→ **INSTRUCTIONS TO FOLLOW**:
Every line of the records that holds the word "than" should be copied.

(Dataset entries)
▬▬▬
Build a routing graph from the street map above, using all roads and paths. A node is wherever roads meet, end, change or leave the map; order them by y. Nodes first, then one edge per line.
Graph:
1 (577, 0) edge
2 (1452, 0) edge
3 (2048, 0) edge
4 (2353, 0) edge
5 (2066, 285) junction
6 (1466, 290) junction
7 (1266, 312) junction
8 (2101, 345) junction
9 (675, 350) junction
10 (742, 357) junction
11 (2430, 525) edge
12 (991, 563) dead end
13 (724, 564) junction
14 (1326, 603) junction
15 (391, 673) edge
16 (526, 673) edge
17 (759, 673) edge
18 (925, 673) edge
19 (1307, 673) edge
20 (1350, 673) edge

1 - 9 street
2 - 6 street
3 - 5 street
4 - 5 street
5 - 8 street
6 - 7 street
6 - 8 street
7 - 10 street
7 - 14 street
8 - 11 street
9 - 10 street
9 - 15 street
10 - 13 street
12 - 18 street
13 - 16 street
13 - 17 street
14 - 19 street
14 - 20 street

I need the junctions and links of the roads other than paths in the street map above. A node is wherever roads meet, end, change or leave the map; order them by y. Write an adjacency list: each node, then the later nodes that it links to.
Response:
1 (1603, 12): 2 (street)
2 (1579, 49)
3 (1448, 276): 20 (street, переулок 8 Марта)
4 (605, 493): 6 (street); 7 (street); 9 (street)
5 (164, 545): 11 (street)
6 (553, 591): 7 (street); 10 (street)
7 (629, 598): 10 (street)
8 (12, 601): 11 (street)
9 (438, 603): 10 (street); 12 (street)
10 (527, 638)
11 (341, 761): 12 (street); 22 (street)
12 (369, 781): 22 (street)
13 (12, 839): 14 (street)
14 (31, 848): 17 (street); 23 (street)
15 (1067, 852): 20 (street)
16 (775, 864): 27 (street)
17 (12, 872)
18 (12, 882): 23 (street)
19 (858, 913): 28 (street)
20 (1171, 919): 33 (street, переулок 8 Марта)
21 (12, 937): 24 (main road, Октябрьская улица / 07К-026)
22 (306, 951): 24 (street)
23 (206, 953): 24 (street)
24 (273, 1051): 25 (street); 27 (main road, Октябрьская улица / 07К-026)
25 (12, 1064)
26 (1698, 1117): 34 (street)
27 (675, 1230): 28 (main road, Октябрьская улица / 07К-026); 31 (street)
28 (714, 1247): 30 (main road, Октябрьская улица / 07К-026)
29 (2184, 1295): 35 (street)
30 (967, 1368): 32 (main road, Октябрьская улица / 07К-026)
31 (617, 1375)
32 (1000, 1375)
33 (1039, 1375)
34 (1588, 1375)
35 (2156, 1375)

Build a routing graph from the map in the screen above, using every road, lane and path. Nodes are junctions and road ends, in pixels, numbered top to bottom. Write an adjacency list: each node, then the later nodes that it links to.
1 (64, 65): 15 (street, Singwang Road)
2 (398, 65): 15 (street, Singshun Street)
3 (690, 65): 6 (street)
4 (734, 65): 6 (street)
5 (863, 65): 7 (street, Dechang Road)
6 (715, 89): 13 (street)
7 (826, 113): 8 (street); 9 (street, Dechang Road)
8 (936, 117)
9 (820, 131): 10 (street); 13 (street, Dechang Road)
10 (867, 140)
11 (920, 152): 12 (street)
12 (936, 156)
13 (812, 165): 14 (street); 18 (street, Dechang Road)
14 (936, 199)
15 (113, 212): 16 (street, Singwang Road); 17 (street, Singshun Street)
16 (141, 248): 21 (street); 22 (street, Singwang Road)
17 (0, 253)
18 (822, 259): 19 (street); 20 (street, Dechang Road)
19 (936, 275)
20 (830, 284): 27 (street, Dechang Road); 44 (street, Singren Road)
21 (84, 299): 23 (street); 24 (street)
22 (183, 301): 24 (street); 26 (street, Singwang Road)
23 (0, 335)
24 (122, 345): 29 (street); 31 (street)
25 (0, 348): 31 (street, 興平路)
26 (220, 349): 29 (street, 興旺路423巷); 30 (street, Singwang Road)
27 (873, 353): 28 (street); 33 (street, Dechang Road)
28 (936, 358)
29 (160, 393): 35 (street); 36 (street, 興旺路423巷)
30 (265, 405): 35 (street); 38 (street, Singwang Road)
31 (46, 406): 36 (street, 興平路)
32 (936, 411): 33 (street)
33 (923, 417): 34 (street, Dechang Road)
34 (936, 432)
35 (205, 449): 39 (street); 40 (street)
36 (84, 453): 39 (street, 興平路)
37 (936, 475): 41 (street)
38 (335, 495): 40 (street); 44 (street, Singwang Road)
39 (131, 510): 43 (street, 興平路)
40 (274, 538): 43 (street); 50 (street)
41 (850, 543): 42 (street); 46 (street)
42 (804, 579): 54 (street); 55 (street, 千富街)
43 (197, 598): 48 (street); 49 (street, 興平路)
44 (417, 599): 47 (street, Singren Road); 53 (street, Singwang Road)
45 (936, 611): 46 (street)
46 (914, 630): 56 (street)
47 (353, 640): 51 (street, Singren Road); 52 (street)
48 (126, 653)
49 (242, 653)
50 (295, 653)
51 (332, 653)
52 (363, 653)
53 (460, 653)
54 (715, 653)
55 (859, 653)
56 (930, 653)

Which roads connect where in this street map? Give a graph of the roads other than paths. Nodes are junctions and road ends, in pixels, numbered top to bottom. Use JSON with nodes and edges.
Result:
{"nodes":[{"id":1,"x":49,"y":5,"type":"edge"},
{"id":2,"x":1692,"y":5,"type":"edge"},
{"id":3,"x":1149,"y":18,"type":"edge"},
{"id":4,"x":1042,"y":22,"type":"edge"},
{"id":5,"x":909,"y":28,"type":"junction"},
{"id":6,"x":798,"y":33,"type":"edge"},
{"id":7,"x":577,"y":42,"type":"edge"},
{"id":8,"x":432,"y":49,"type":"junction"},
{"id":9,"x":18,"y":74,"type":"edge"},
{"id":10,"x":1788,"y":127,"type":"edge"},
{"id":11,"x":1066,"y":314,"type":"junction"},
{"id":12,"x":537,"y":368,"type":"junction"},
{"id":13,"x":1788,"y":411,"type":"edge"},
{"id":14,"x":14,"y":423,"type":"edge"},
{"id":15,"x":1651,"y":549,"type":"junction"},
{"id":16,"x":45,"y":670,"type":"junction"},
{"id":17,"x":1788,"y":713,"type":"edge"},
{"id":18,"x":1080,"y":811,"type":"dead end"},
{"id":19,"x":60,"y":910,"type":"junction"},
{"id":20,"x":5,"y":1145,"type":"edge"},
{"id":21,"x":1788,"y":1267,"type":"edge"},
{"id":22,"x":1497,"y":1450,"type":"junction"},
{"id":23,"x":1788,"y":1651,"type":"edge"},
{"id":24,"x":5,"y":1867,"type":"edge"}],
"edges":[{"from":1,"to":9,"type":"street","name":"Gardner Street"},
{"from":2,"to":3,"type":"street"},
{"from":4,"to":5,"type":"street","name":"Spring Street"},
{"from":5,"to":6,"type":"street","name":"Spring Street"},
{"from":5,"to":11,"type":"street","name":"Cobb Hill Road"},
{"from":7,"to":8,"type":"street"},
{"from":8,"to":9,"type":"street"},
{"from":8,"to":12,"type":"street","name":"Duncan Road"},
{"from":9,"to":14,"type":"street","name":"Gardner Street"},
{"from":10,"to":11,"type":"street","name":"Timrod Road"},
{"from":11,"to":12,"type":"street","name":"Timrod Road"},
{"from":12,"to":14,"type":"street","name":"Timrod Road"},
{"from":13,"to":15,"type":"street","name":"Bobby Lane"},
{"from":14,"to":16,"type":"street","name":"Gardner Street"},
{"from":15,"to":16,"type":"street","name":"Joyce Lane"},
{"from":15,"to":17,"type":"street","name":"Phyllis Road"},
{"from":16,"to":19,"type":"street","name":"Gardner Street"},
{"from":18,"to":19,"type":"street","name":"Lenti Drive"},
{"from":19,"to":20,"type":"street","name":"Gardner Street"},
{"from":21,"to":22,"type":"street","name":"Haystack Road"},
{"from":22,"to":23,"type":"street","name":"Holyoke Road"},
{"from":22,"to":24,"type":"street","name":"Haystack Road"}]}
▬▬▬
→ **SOLVED PROBLEM**:
I need the junctions and links of the roads other than paths in the street map above. A node is wherever roads meet, end, change or leave the map; order them by y. Write an adjacency list: each node, then the later nodes that it links to.
Which roads connect where in this street map? Give a graph of the roads other than paths. Nodes are junctions and road ends, in pixels, numbered top to bottom. Use JSON with nodes and edges.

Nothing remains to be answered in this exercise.